**REQUIRED WORK**
Within the listing, each line that has the string "Archer" should be copied.

[[ RECORDS TO PROCESS, beginning ]]

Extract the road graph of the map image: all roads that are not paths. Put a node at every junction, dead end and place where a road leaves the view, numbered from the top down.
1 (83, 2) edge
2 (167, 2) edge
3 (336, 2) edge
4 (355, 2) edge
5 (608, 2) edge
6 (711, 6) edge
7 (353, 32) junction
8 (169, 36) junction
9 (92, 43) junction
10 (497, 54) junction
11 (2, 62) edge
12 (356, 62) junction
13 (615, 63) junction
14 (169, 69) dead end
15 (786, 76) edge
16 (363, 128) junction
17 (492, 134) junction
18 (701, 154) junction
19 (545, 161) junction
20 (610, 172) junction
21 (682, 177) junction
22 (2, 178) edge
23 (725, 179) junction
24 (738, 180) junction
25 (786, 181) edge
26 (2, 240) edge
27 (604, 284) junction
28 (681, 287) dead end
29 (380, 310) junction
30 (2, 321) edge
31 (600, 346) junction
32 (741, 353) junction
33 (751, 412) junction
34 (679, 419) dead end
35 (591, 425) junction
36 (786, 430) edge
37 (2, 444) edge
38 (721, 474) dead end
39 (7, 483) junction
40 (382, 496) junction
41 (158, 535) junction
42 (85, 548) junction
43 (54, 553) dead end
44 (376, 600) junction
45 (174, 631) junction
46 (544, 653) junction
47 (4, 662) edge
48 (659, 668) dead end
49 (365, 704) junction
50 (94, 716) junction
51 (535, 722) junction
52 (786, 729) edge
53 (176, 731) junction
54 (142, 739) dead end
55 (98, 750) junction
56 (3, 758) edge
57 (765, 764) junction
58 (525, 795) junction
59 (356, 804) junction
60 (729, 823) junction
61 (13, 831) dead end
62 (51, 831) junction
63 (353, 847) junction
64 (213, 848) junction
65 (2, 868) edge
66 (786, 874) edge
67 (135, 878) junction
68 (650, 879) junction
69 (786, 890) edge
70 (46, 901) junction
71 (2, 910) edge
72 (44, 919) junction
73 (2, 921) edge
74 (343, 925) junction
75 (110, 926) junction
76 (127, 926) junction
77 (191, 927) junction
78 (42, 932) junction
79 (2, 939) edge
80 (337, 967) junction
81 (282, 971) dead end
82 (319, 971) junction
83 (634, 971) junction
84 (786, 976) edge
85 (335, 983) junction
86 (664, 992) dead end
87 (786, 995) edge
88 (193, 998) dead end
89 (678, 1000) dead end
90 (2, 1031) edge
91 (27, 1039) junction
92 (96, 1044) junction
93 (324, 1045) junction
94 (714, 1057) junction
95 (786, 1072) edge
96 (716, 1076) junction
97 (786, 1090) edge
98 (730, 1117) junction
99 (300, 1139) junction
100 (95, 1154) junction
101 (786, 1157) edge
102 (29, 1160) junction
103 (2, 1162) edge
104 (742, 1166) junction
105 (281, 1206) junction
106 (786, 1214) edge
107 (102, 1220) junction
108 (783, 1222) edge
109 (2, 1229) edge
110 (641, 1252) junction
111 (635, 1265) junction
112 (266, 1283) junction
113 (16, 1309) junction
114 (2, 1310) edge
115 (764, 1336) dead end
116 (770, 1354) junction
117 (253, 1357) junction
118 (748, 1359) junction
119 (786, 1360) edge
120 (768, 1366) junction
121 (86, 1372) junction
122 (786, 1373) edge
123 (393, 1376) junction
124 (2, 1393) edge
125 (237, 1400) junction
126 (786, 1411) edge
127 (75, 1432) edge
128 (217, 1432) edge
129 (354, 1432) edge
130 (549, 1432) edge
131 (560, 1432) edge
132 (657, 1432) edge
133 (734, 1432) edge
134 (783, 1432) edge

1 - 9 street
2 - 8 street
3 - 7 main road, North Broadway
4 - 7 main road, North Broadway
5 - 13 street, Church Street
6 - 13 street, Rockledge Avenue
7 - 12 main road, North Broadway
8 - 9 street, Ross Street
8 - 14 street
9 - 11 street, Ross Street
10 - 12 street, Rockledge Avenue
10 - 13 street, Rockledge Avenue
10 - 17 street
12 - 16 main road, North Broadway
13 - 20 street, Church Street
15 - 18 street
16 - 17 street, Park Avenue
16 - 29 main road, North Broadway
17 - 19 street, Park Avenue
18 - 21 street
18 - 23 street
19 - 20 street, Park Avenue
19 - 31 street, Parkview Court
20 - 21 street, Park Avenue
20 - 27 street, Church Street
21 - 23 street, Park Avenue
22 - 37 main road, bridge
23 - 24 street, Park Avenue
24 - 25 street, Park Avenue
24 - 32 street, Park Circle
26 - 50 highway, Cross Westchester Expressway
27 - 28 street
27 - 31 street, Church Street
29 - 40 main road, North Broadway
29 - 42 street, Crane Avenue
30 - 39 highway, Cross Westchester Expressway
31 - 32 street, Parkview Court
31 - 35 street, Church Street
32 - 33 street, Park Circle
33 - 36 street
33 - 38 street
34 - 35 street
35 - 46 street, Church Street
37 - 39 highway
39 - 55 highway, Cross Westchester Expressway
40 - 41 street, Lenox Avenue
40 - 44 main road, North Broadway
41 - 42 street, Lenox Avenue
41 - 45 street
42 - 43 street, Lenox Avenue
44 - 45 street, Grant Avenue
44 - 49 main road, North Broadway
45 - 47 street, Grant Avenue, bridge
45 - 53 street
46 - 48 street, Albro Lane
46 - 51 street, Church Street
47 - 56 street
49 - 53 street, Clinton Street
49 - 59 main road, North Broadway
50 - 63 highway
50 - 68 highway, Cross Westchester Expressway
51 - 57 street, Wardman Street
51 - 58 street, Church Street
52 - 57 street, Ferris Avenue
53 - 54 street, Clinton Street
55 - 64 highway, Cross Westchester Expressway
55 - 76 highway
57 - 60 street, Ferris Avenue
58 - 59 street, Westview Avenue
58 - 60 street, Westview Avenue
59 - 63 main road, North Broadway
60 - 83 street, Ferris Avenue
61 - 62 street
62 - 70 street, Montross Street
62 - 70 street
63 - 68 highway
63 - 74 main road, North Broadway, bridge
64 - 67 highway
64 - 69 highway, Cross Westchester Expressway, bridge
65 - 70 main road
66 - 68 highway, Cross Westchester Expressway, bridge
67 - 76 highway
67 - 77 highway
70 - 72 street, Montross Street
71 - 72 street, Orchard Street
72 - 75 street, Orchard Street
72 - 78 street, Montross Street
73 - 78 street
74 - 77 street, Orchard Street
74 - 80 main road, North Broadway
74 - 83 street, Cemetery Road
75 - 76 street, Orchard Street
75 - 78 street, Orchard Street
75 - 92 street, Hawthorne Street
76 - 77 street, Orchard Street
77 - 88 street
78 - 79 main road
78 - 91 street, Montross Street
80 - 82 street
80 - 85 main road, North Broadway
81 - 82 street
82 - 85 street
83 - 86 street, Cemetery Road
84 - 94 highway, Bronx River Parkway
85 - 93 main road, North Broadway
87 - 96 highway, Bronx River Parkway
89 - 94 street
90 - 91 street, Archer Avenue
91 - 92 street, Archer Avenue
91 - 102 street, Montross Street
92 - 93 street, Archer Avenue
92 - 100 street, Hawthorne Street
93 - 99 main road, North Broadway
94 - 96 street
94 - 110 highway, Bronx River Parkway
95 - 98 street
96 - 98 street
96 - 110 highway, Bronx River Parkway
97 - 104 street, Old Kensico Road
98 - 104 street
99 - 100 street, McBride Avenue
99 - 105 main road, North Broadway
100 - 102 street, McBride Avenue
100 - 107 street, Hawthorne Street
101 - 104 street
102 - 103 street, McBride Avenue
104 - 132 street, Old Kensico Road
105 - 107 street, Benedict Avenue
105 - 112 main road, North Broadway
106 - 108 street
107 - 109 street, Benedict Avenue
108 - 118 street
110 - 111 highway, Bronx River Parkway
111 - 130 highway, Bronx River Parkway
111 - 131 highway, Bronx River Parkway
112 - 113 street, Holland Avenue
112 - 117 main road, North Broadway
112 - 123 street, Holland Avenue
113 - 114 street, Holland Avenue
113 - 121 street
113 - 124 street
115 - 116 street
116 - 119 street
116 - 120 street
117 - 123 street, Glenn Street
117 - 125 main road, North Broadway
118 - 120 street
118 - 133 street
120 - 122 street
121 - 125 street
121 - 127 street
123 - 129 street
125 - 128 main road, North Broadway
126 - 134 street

[[ RECORDS TO PROCESS, end ]]

**RESPONSE TO THE EXERCISE**
90 - 91 street, Archer Avenue
91 - 92 street, Archer Avenue
92 - 93 street, Archer Avenue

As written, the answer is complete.